Producteurs et commerçants européens dénoncent depuis longtemps une distorsion majeure de concurrence. Les produits importés à bas prix, exonérés de droits de douane, concurrencent directement des marchandises fabriquées en Europe, soumises à des règles strictes et à des coûts bien plus élevés. La nouvelle taxe vise ainsi à rééquilibrer partiellement les règles du jeu.
Paris a joué un rôle moteur dans ce dossier. La France est engagée dans un bras de fer avec Shein, notamment après des scandales liés à la vente de produits extrêmement sensibles, tels que des poupées sexuelles à l’apparence enfantine ou des armes interdites. Si la réforme complète de l’Union douanière n’entrera en vigueur qu’en 2028, les États membres ont choisi d’agir sans attendre.

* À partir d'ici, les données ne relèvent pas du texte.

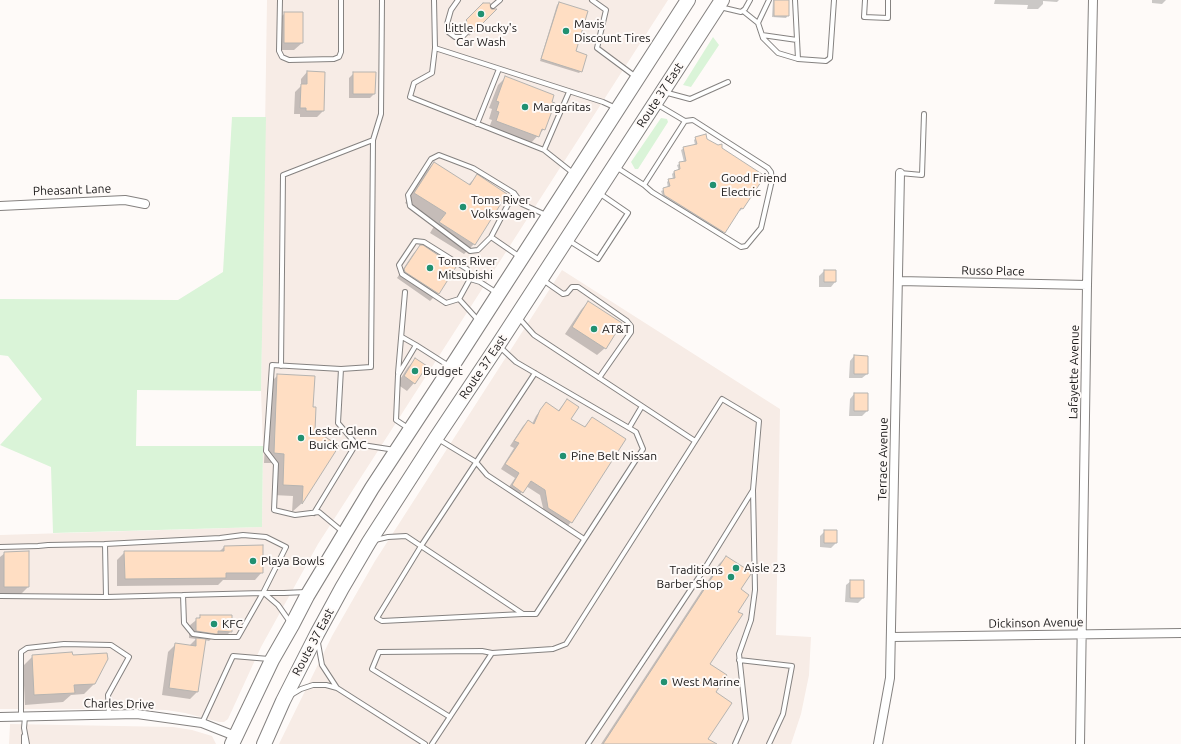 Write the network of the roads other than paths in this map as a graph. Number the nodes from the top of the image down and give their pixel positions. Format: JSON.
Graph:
{"nodes":[{"id":1,"x":280,"y":0,"type":"edge"},
{"id":2,"x":341,"y":0,"type":"edge"},
{"id":3,"x":382,"y":0,"type":"edge"},
{"id":4,"x":434,"y":0,"type":"edge"},
{"id":5,"x":458,"y":0,"type":"edge"},
{"id":6,"x":500,"y":0,"type":"edge"},
{"id":7,"x":592,"y":0,"type":"edge"},
{"id":8,"x":688,"y":0,"type":"edge"},
{"id":9,"x":750,"y":0,"type":"edge"},
{"id":10,"x":769,"y":0,"type":"edge"},
{"id":11,"x":796,"y":0,"type":"edge"},
{"id":12,"x":834,"y":0,"type":"edge"},
{"id":13,"x":865,"y":0,"type":"edge"},
{"id":14,"x":888,"y":0,"type":"edge"},
{"id":15,"x":1093,"y":0,"type":"edge"},
{"id":16,"x":720,"y":3,"type":"edge"},
{"id":17,"x":494,"y":6,"type":"dead end"},
{"id":18,"x":743,"y":11,"type":"junction"},
{"id":19,"x":758,"y":23,"type":"junction"},
{"id":20,"x":470,"y":28,"type":"dead end"},
{"id":21,"x":762,"y":35,"type":"junction"},
{"id":22,"x":797,"y":40,"type":"junction"},
{"id":23,"x":435,"y":48,"type":"junction"},
{"id":24,"x":798,"y":59,"type":"junction"},
{"id":25,"x":499,"y":69,"type":"junction"},
{"id":26,"x":637,"y":78,"type":"junction"},
{"id":27,"x":728,"y":82,"type":"dead end"},
{"id":28,"x":569,"y":92,"type":"junction"},
{"id":29,"x":658,"y":98,"type":"junction"},
{"id":30,"x":618,"y":109,"type":"junction"},
{"id":31,"x":924,"y":114,"type":"dead end"},
{"id":32,"x":685,"y":121,"type":"junction"},
{"id":33,"x":477,"y":124,"type":"junction"},
{"id":34,"x":373,"y":140,"type":"junction"},
{"id":35,"x":544,"y":150,"type":"junction"},
{"id":36,"x":614,"y":166,"type":"junction"},
{"id":37,"x":900,"y":173,"type":"joint"},
{"id":38,"x":575,"y":175,"type":"junction"},
{"id":39,"x":644,"y":185,"type":"junction"},
{"id":40,"x":597,"y":192,"type":"junction"},
{"id":41,"x":514,"y":193,"type":"junction"},
{"id":42,"x":145,"y":204,"type":"dead end"},
{"id":43,"x":0,"y":206,"type":"edge"},
{"id":44,"x":549,"y":216,"type":"junction"},
{"id":45,"x":490,"y":237,"type":"junction"},
{"id":46,"x":566,"y":239,"type":"junction"},
{"id":47,"x":522,"y":259,"type":"junction"},
{"id":48,"x":470,"y":279,"type":"junction"},
{"id":49,"x":541,"y":279,"type":"junction"},
{"id":50,"x":899,"y":282,"type":"junction"},
{"id":51,"x":1087,"y":285,"type":"junction"},
{"id":52,"x":406,"y":292,"type":"dead end"},
{"id":53,"x":498,"y":294,"type":"junction"},
{"id":54,"x":459,"y":299,"type":"junction"},
{"id":55,"x":517,"y":316,"type":"junction"},
{"id":56,"x":480,"y":323,"type":"junction"},
{"id":57,"x":402,"y":337,"type":"junction"},
{"id":58,"x":416,"y":345,"type":"junction"},
{"id":59,"x":498,"y":345,"type":"junction"},
{"id":60,"x":281,"y":366,"type":"junction"},
{"id":61,"x":451,"y":368,"type":"junction"},
{"id":62,"x":341,"y":369,"type":"junction"},
{"id":63,"x":535,"y":373,"type":"junction"},
{"id":64,"x":398,"y":375,"type":"junction"},
{"id":65,"x":599,"y":378,"type":"junction"},
{"id":66,"x":642,"y":406,"type":"junction"},
{"id":67,"x":629,"y":428,"type":"junction"},
{"id":68,"x":410,"y":429,"type":"junction"},
{"id":69,"x":436,"y":438,"type":"junction"},
{"id":70,"x":695,"y":441,"type":"junction"},
{"id":71,"x":356,"y":444,"type":"junction"},
{"id":72,"x":397,"y":450,"type":"junction"},
{"id":73,"x":476,"y":462,"type":"junction"},
{"id":74,"x":753,"y":490,"type":"junction"},
{"id":75,"x":314,"y":513,"type":"junction"},
{"id":76,"x":345,"y":534,"type":"junction"},
{"id":77,"x":584,"y":539,"type":"junction"},
{"id":78,"x":369,"y":542,"type":"junction"},
{"id":79,"x":105,"y":544,"type":"junction"},
{"id":80,"x":421,"y":546,"type":"junction"},
{"id":81,"x":0,"y":547,"type":"edge"},
{"id":82,"x":310,"y":592,"type":"junction"},
{"id":83,"x":263,"y":593,"type":"junction"},
{"id":84,"x":183,"y":595,"type":"junction"},
{"id":85,"x":0,"y":596,"type":"edge"},
{"id":86,"x":106,"y":597,"type":"junction"},
{"id":87,"x":523,"y":614,"type":"junction"},
{"id":88,"x":292,"y":625,"type":"junction"},
{"id":89,"x":1181,"y":633,"type":"edge"},
{"id":90,"x":317,"y":634,"type":"junction"},
{"id":91,"x":1082,"y":634,"type":"junction"},
{"id":92,"x":892,"y":637,"type":"junction"},
{"id":93,"x":492,"y":653,"type":"junction"},
{"id":94,"x":272,"y":660,"type":"junction"},
{"id":95,"x":739,"y":660,"type":"junction"},
{"id":96,"x":337,"y":688,"type":"junction"},
{"id":97,"x":283,"y":701,"type":"junction"},
{"id":98,"x":109,"y":714,"type":"junction"},
{"id":99,"x":23,"y":716,"type":"junction"},
{"id":100,"x":0,"y":717,"type":"edge"},
{"id":101,"x":450,"y":717,"type":"junction"},
{"id":102,"x":202,"y":723,"type":"junction"},
{"id":103,"x":24,"y":728,"type":"junction"},
{"id":104,"x":234,"y":740,"type":"edge"},
{"id":105,"x":24,"y":744,"type":"edge"},
{"id":106,"x":27,"y":744,"type":"edge"},
{"id":107,"x":264,"y":744,"type":"edge"},
{"id":108,"x":425,"y":744,"type":"edge"},
{"id":109,"x":432,"y":744,"type":"edge"},
{"id":110,"x":588,"y":744,"type":"edge"},
{"id":111,"x":735,"y":744,"type":"edge"},
{"id":112,"x":769,"y":744,"type":"edge"},
{"id":113,"x":878,"y":744,"type":"edge"},
{"id":114,"x":1080,"y":744,"type":"edge"}],
"edges":[{"from":1,"to":2,"type":"lane"},
{"from":3,"to":34,"type":"lane"},
{"from":4,"to":23,"type":"lane"},
{"from":5,"to":20,"type":"lane"},
{"from":6,"to":17,"type":"lane"},
{"from":7,"to":26,"type":"lane"},
{"from":8,"to":26,"type":"highway"},
{"from":9,"to":18,"type":"lane"},
{"from":10,"to":19,"type":"lane"},
{"from":11,"to":22,"type":"lane"},
{"from":12,"to":24,"type":"lane"},
{"from":13,"to":14,"type":"lane"},
{"from":15,"to":51,"type":"street","name":"Lafayette Avenue"},
{"from":16,"to":18,"type":"lane"},
{"from":16,"to":29,"type":"highway","name":"Route 37 East"},
{"from":18,"to":19,"type":"lane"},
{"from":19,"to":21,"type":"lane"},
{"from":21,"to":22,"type":"lane"},
{"from":21,"to":24,"type":"lane"},
{"from":22,"to":24,"type":"lane"},
{"from":23,"to":25,"type":"lane"},
{"from":23,"to":33,"type":"lane"},
{"from":25,"to":28,"type":"lane"},
{"from":25,"to":33,"type":"lane"},
{"from":26,"to":30,"type":"highway"},
{"from":27,"to":29,"type":"lane"},
{"from":28,"to":30,"type":"lane"},
{"from":28,"to":35,"type":"lane"},
{"from":29,"to":32,"type":"lane"},
{"from":29,"to":36,"type":"highway","name":"Route 37 East"},
{"from":30,"to":38,"type":"highway"},
{"from":31,"to":37,"type":"lane"},
{"from":32,"to":39,"type":"lane"},
{"from":32,"to":39,"type":"lane"},
{"from":33,"to":35,"type":"lane"},
{"from":34,"to":60,"type":"lane"},
{"from":34,"to":62,"type":"lane"},
{"from":35,"to":38,"type":"lane"},
{"from":36,"to":39,"type":"lane"},
{"from":36,"to":40,"type":"highway","name":"Route 37 East"},
{"from":37,"to":50,"type":"street","name":"Terrace Avenue"},
{"from":38,"to":44,"type":"highway"},
{"from":40,"to":46,"type":"highway","name":"Route 37 East"},
{"from":40,"to":46,"type":"lane"},
{"from":41,"to":44,"type":"lane"},
{"from":41,"to":45,"type":"lane"},
{"from":41,"to":45,"type":"lane"},
{"from":42,"to":43,"type":"street","name":"Pheasant Lane"},
{"from":44,"to":47,"type":"highway"},
{"from":45,"to":47,"type":"lane"},
{"from":46,"to":49,"type":"highway","name":"Route 37 East"},
{"from":47,"to":53,"type":"highway"},
{"from":48,"to":53,"type":"lane"},
{"from":48,"to":54,"type":"lane"},
{"from":48,"to":54,"type":"lane"},
{"from":49,"to":55,"type":"highway","name":"Route 37 East"},
{"from":49,"to":65,"type":"lane"},
{"from":50,"to":51,"type":"street","name":"Russo Place"},
{"from":50,"to":92,"type":"street","name":"Terrace Avenue"},
{"from":51,"to":91,"type":"street","name":"Lafayette Avenue"},
{"from":52,"to":57,"type":"lane"},
{"from":53,"to":56,"type":"highway"},
{"from":54,"to":56,"type":"lane"},
{"from":55,"to":59,"type":"highway","name":"Route 37 East"},
{"from":55,"to":65,"type":"lane"},
{"from":56,"to":61,"type":"highway"},
{"from":57,"to":58,"type":"lane"},
{"from":57,"to":64,"type":"lane"},
{"from":58,"to":61,"type":"lane"},
{"from":58,"to":64,"type":"lane"},
{"from":59,"to":63,"type":"lane"},
{"from":59,"to":69,"type":"highway","name":"Route 37 East"},
{"from":60,"to":62,"type":"lane"},
{"from":60,"to":75,"type":"lane"},
{"from":61,"to":68,"type":"highway"},
{"from":62,"to":71,"type":"lane"},
{"from":63,"to":67,"type":"lane"},
{"from":63,"to":73,"type":"lane"},
{"from":64,"to":68,"type":"lane"},
{"from":65,"to":66,"type":"lane"},
{"from":66,"to":67,"type":"lane"},
{"from":66,"to":70,"type":"lane"},
{"from":67,"to":77,"type":"lane"},
{"from":68,"to":72,"type":"highway"},
{"from":69,"to":73,"type":"lane"},
{"from":69,"to":78,"type":"highway","name":"Route 37 East"},
{"from":70,"to":74,"type":"lane"},
{"from":70,"to":93,"type":"lane"},
{"from":71,"to":72,"type":"lane"},
{"from":71,"to":75,"type":"lane"},
{"from":72,"to":76,"type":"highway"},
{"from":73,"to":77,"type":"lane"},
{"from":73,"to":80,"type":"lane"},
{"from":74,"to":95,"type":"lane"},
{"from":74,"to":110,"type":"lane"},
{"from":75,"to":76,"type":"lane"},
{"from":76,"to":82,"type":"highway"},
{"from":77,"to":87,"type":"lane"},
{"from":78,"to":80,"type":"lane"},
{"from":78,"to":90,"type":"highway","name":"Route 37 East"},
{"from":79,"to":81,"type":"lane"},
{"from":79,"to":83,"type":"lane"},
{"from":79,"to":86,"type":"lane"},
{"from":80,"to":87,"type":"lane"},
{"from":80,"to":87,"type":"lane"},
{"from":82,"to":83,"type":"lane"},
{"from":82,"to":88,"type":"highway"},
{"from":83,"to":84,"type":"lane"},
{"from":83,"to":84,"type":"lane"},
{"from":83,"to":88,"type":"lane"},
{"from":84,"to":86,"type":"lane"},
{"from":85,"to":86,"type":"lane"},
{"from":88,"to":94,"type":"highway"},
{"from":89,"to":91,"type":"street","name":"Dickinson Avenue"},
{"from":90,"to":96,"type":"lane"},
{"from":90,"to":97,"type":"highway","name":"Route 37 East"},
{"from":91,"to":92,"type":"street","name":"Dickinson Avenue"},
{"from":91,"to":114,"type":"street","name":"Lafayette Avenue"},
{"from":92,"to":113,"type":"street","name":"Terrace Avenue"},
{"from":93,"to":101,"type":"lane"},
{"from":93,"to":101,"type":"lane"},
{"from":94,"to":102,"type":"lane"},
{"from":94,"to":104,"type":"highway"},
{"from":95,"to":111,"type":"lane"},
{"from":95,"to":112,"type":"lane"},
{"from":96,"to":97,"type":"lane"},
{"from":96,"to":108,"type":"lane"},
{"from":97,"to":107,"type":"highway","name":"Route 37 East"},
{"from":98,"to":99,"type":"street","name":"Charles Drive"},
{"from":98,"to":99,"type":"lane"},
{"from":98,"to":102,"type":"street","name":"Charles Drive"},
{"from":99,"to":100,"type":"street","name":"Charles Drive"},
{"from":99,"to":103,"type":"lane"},
{"from":101,"to":109,"type":"lane"},
{"from":102,"to":104,"type":"street","name":"Charles Drive"},
{"from":103,"to":105,"type":"lane"},
{"from":103,"to":106,"type":"lane"}]}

Un dispositif transitoire avant une réforme plus large

La taxe de 3 euros s’inscrit dans un mécanisme transitoire, applicable à partir de juillet 2026, en attendant une solution structurelle plus ambitieuse. Elle devrait accompagner — voire précéder — la refonte du système douanier européen, destinée à moderniser et renforcer les contrôles à l’échelle du continent.
Cette taxation n’est qu’un début. Bruxelles prévoit également l’instauration de frais de traitement supplémentaires, à compter de novembre 2026, pour ces mêmes colis de faible valeur. La Commission européenne a proposé de fixer ces frais à deux euros par paquet, afin de financer le renforcement des contrôles et des infrastructures douanières.